Climate Change

From the mountains to the sea, we see evidence of climate change throughout our great state.

Greenhouse gases have increased over the last century causing global surface temperatures to rise. Most of the warming has taken place in the past 35 years. Each year since 2001 has been hotter than the prior year. To slow climate change and create a healthy place for everyone to live, we must first understand the cause of climate change in North Carolina. Research shows that dirty energy, transportation, and deforestation contribute significantly to the issue.

Causes of Climate Change

Dirty Energy

Burning oil, gas, and coal emits greenhouse gases that can remain in the atmosphere for several hundred years. The pollution from fossil fuels is the single largest source of greenhouse gas emissions in North Carolina. Increasing the use of clean, renewable energy will reduce the carbon emissions fueling climate change in our state. Putting a price on those emissions with a carbon-based trading program is also needed to clean up the electric grid.


Emissions from vehicle exhaust and gasoline vapors are the second leading source of greenhouse gases in North Carolina, accounting for one-third of the climate pollution. We can build a more sustainable future by ending investment in major highway projects and by increasing investment in public transit, bike lanes, greenways, and electric vehicle infrastructure.

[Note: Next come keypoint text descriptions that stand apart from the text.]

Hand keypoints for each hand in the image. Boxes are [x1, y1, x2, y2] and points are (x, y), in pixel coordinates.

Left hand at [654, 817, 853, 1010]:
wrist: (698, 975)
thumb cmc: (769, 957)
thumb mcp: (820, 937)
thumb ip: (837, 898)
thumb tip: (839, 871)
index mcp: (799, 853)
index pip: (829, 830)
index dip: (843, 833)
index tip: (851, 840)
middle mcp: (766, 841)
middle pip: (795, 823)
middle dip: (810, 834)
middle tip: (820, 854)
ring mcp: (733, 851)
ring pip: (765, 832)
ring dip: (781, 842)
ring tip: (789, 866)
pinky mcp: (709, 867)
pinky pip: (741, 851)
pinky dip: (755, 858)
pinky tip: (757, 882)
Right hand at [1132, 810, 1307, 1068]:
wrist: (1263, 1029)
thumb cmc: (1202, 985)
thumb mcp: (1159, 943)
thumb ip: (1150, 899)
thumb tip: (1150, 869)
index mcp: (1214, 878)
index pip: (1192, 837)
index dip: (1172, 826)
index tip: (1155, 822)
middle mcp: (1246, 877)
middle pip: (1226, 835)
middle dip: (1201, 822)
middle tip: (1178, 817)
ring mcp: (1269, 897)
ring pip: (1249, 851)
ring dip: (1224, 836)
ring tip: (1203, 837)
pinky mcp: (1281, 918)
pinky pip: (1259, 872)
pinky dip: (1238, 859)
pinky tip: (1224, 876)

Healthy, growing forests and strong urban tree canopies store excess carbon and help moderate temperature. The wood pellet industry in North Carolina is clearcutting our forests and shipping pellets overseas, destroying our greatest natural carbon sinks and generating electricity that is pound-for-pound dirtier than coal. We’re fighting to protect our forests and for stricter pollution controls on wood pellet manufacturing facilities.

How Climate Change Impacts Us


By 2050, approximately 20% of the year is expected to have temperatures above 105 degrees.

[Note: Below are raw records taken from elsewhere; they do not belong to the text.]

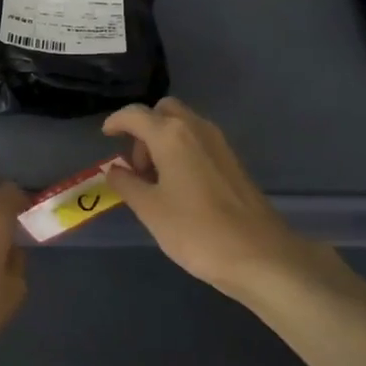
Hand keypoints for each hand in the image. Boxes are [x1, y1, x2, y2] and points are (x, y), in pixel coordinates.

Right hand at [104, 97, 315, 299]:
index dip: (116, 122)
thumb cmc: (196, 231)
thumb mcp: (150, 210)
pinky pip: (198, 142)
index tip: (106, 136)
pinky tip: (178, 187)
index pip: (135, 114)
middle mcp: (196, 128)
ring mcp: (219, 143)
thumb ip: (127, 184)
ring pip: (183, 126)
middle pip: (163, 111)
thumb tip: (114, 170)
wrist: (259, 254)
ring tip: (154, 182)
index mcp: (171, 135)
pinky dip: (181, 151)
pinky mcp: (232, 161)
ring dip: (163, 141)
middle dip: (144, 129)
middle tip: (136, 166)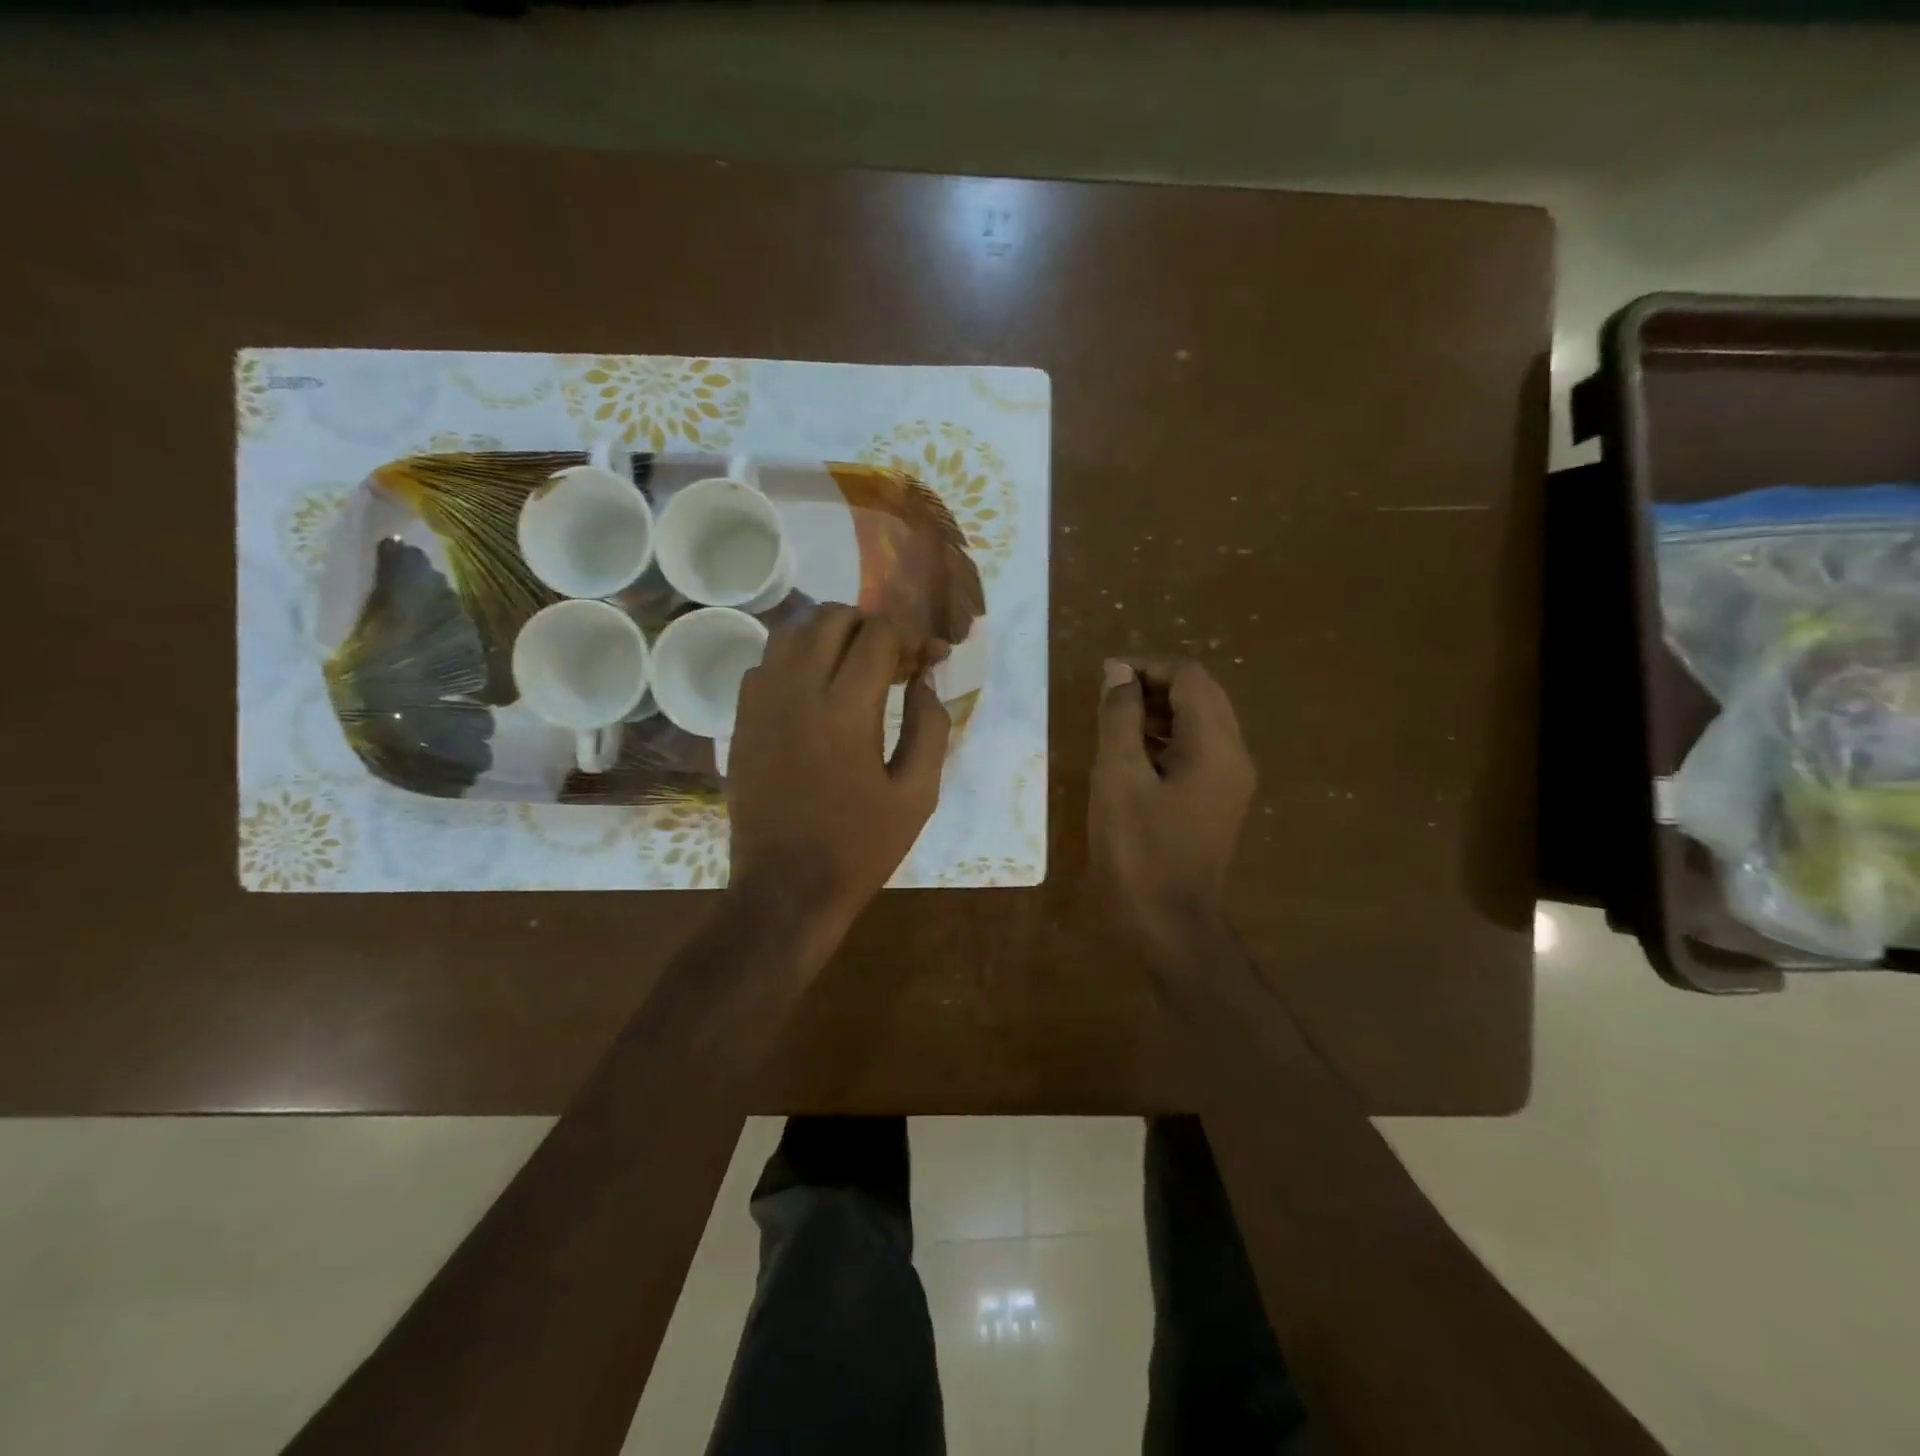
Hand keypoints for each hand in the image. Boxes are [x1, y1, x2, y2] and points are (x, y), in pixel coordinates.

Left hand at [725, 606, 950, 956]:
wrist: (786, 890)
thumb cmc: (859, 847)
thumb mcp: (917, 795)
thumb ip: (929, 727)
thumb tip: (924, 680)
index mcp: (846, 711)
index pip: (877, 635)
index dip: (909, 637)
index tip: (926, 659)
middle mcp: (797, 692)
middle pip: (831, 618)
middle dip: (870, 625)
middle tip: (892, 658)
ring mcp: (760, 704)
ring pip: (790, 632)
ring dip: (829, 635)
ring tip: (853, 664)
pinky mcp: (741, 721)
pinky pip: (764, 663)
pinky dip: (794, 659)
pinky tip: (814, 689)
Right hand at [1090, 658, 1255, 961]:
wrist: (1168, 923)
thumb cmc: (1139, 851)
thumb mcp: (1118, 778)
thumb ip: (1119, 719)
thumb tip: (1119, 672)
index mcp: (1215, 747)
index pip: (1190, 678)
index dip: (1147, 667)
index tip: (1105, 677)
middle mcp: (1234, 756)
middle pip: (1201, 695)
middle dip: (1154, 685)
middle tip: (1109, 696)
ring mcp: (1230, 780)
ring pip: (1200, 722)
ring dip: (1159, 711)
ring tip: (1113, 721)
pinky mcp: (1218, 800)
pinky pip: (1197, 750)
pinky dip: (1166, 738)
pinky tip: (1131, 754)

Hot weather can increase your body temperature and cause your heart rate to rise, resulting in severe health problems such as dehydration, heat stress, heat exhaustion, and heatstroke.

Extreme Weather

North Carolina ranks among the top five states in billion-dollar weather disasters since 1980.

 Extreme weather events threaten access to safe drinking water, damage roads, bridges, and houses, and cause stress and mental health problems.

Vector-Borne Diseases

The annual average mosquito season has grown by 40 days.

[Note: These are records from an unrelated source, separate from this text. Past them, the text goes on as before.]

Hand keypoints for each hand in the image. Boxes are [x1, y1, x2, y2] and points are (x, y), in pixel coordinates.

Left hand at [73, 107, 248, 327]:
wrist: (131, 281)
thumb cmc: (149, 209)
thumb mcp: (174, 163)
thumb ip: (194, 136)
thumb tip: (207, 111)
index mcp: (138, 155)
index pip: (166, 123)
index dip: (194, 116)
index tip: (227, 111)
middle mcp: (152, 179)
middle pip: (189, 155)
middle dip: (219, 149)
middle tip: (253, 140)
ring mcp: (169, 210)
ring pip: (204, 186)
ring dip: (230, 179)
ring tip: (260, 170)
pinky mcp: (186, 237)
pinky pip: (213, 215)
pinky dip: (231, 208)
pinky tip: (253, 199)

Changing weather patterns can allow vector populations such as mosquitoes, ticks, and fleas to increase in size and expand their geographic range, causing illnesses to occur more frequently and introducing diseases to new areas.

Climate Change and Environmental Justice

In North Carolina, communities of color and low-income communities are disproportionately affected by climate change, and will be less able to adapt or recover from its impacts. Building an environment where people stay healthy is more important than ever, especially for minority groups. We believe that any solution to the climate crisis must also pursue racial justice.